July 16, 2008
Just in time for summer vacation: CAPT results are in
Posted by Jeff Wasserman under Teaching and learning[2] Comments
And they’re not good, at least in my school.
Science and reading scores fell sharply for Greenwich High School students taking the Connecticut Academic Performance Test this year, while scores in math dropped slightly and writing scores improved, according to results released yesterday.
The test, administered each spring all public school sophomores, is used to determine areas in which schools need to improve to comply with the requirements of the federal No Child Left Behind Act.
Reading beyond the lede, which is obviously a little scary, the picture’s not as bad as it could’ve been. At least we’re still above average.
Greenwich percentage of students meeting the “goal” level in all four areas exceeded the state averages of 53 percent in writing, 45.5 percent in reading, 44.5 in science and 45.3 percent in math.
Still, there’s going to be a lot of fallout from this. Town education officials have promised to work to remedy the problem. Since one of the big problem areas is the reading section, the English department’s going to hear a lot about it all year.
But what does one do to fix this problem? Let’s forget any arguments, right now, about whether No Child Left Behind is designed to save or destroy our schools. That’s been covered enough, and I really don’t want to dive into it again.
What I’m wondering about, though, is remediation and preparation for the CAPT. This past school year–yep, the one in which the reading scores at GHS dropped precipitously–was the first time in four years that I’d made a conscious effort to blatantly prepare my sophomores for the test. Students took practice exams, spent days grading anchor sets and each other. I won’t find out how my individual students did until the fall, but I bet they contributed to the decline. And it’s through no fault of their own.

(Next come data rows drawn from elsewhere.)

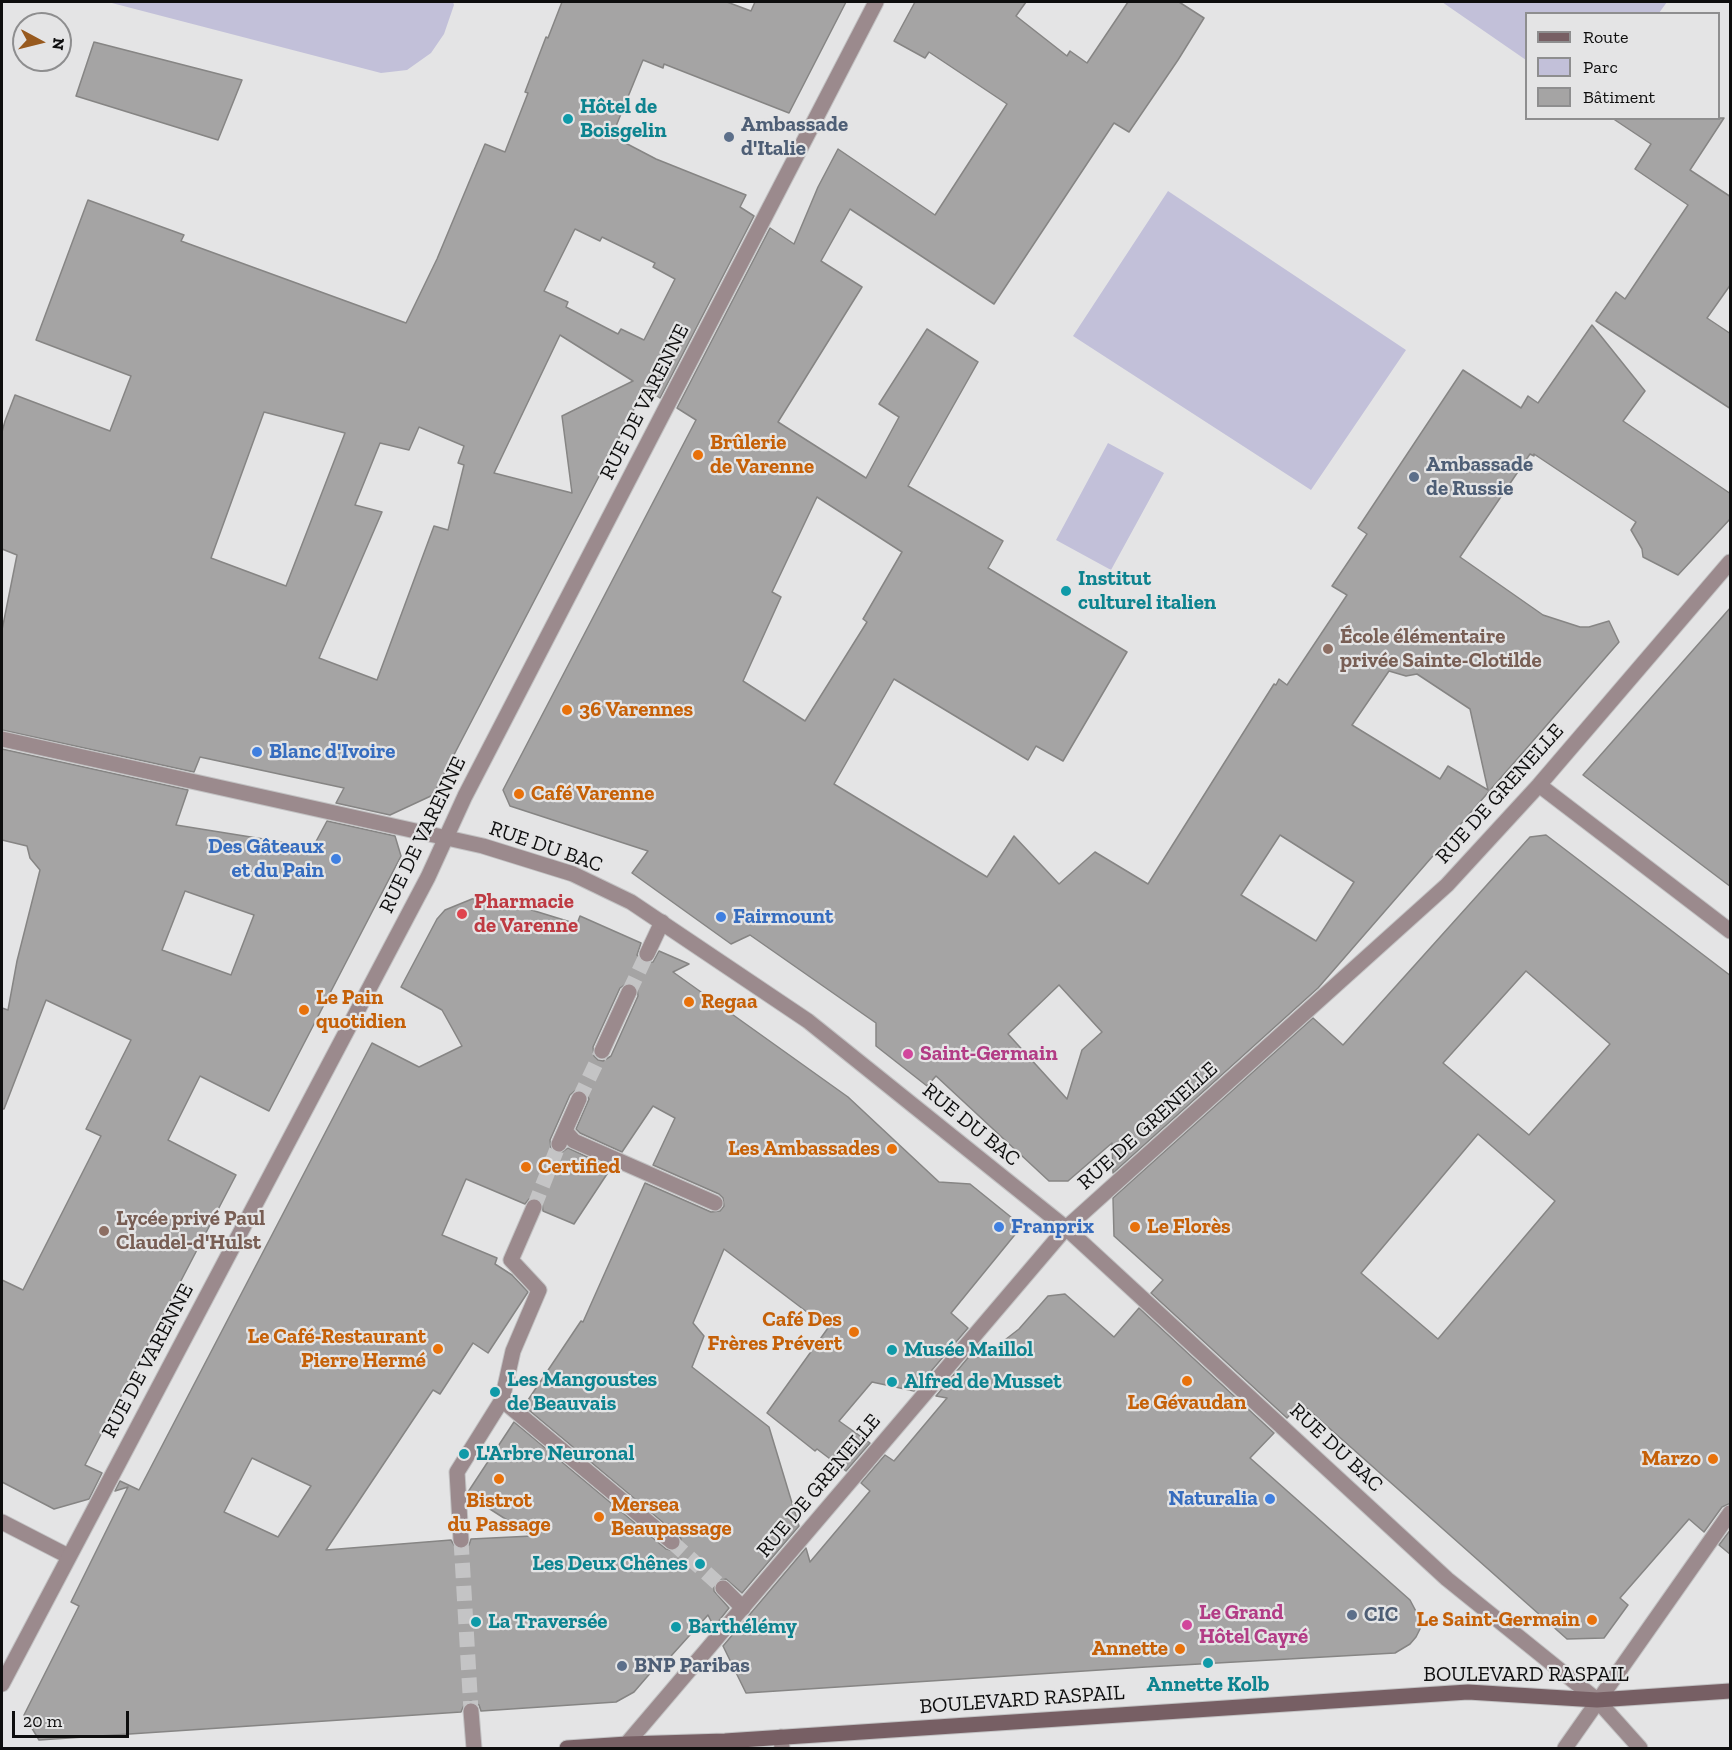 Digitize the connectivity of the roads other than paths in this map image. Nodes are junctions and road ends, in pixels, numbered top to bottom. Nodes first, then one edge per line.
1 (876, 2) edge
2 (1731, 562) edge
3 (2, 739) edge
4 (1539, 784) junction
5 (446, 838) junction
6 (662, 922) junction
7 (1731, 931) edge
8 (646, 954) tunnel mouth
9 (629, 992) tunnel mouth
10 (602, 1051) tunnel mouth
11 (579, 1099) tunnel mouth
12 (715, 1203) dead end
13 (534, 1207) tunnel mouth
14 (1066, 1228) junction
15 (502, 1400) junction
16 (1731, 1513) edge
17 (2, 1522) edge
18 (461, 1540) tunnel mouth
19 (672, 1542) tunnel mouth
20 (68, 1556) junction
21 (723, 1588) tunnel mouth
22 (743, 1608) junction
23 (2, 1684) edge
24 (1731, 1691) edge
25 (1598, 1700) junction
26 (471, 1711) tunnel mouth
27 (782, 1743) edge
28 (625, 1746) edge
29 (474, 1749) edge
30 (567, 1749) edge
31 (1565, 1749) edge
32 (1640, 1749) edge

1 - 5 street, RUE DE VARENNE
2 - 4 street, RUE DE GRENELLE
3 - 5 street, RUE DU BAC
4 - 7 street
4 - 14 street, RUE DE GRENELLE
5 - 6 street, RUE DU BAC
5 - 20 street, RUE DE VARENNE
6 - 8 street
6 - 14 street, RUE DU BAC
9 - 10 street
11 - 12 street
13 - 15 street
14 - 22 street, RUE DE GRENELLE
14 - 25 street, RUE DU BAC
15 - 18 street
15 - 19 street
16 - 25 street
17 - 20 street
20 - 23 street, RUE DE VARENNE
21 - 22 street
22 - 28 street, RUE DE GRENELLE
24 - 25 main road, BOULEVARD RASPAIL
25 - 27 main road, BOULEVARD RASPAIL
25 - 31 street
25 - 32 street, RUE DU BAC
26 - 29 street
27 - 28 main road, BOULEVARD RASPAIL
28 - 30 main road, BOULEVARD RASPAIL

In years past, my students have done pretty well on this exam, and I have to believe it’s because the reading section of the CAPT is actually a reasonable test of what students should be able to do as sophomores in an English class. Most of the test requires students to read an unfamiliar short story and write four informal responses to it. One response asks students to explain their initial understanding of the story, including questions it raises and things they’re not certain about. Another asks students to explain a particular quite’s significance to the story as a whole. Another asks students to draw parallels between the story they read and any other story, film, life experience, or what-have-you that they know. And the fourth response asks whether the author of the story succeeded in creating a good piece of literature.
The problem isn’t the test. All the test does is separate out the kinds of questions good English teachers ask their students all the time. The language is a little more formal, but who doesn’t ask these questions in class, for homework, in essay assignments?
The problem is preparing students for the test. As teachers, we need to understand that CAPT (at least the reading section) is a constructionist exam. It invites requires students, albeit in an artificial setting, to make meaning and explain their thought processes. And the only way I can think of to prep for this kind of exam is to do more real CAPT prep in our classrooms.
Wait. Real CAPT prep? Like more practice tests and anchor set analysis? Like more timed writing in stale forms?
No way, buddies! Like encouraging constructivist teaching techniques learning. Like establishing the classroom as a place where, with the guidance of a devilishly handsome and bearded fellow of, say, thirty, les étudiants essaient their ideas, interpretations, and analysis of carefully selected texts. Success on the reading section of the CAPT will, I imagine, jump with increased focus on the higher levels of Bloom’s Taxonomy. CAPT is a thinking test, not a memorization or drilling test.
Now, I don’t know what’s going to come down from the higher-ups this fall. We have a new program chair for the high school English department, but she’s strong probably the best teacher of any discipline in the school, and not one to suffer fools lightly. I imagine the people downtown and in our main office will tell her she needs to get the scores up, and I imagine we’ll have to spend a lot of staff development hours poring over stats and trying to figure out what went wrong. In the meantime, though, I’m spending the rest of my summer getting ready to teach my new classes this fall and figuring out how best I can lead them to their own academic discoveries.
Wish me luck, people. I’ll need it.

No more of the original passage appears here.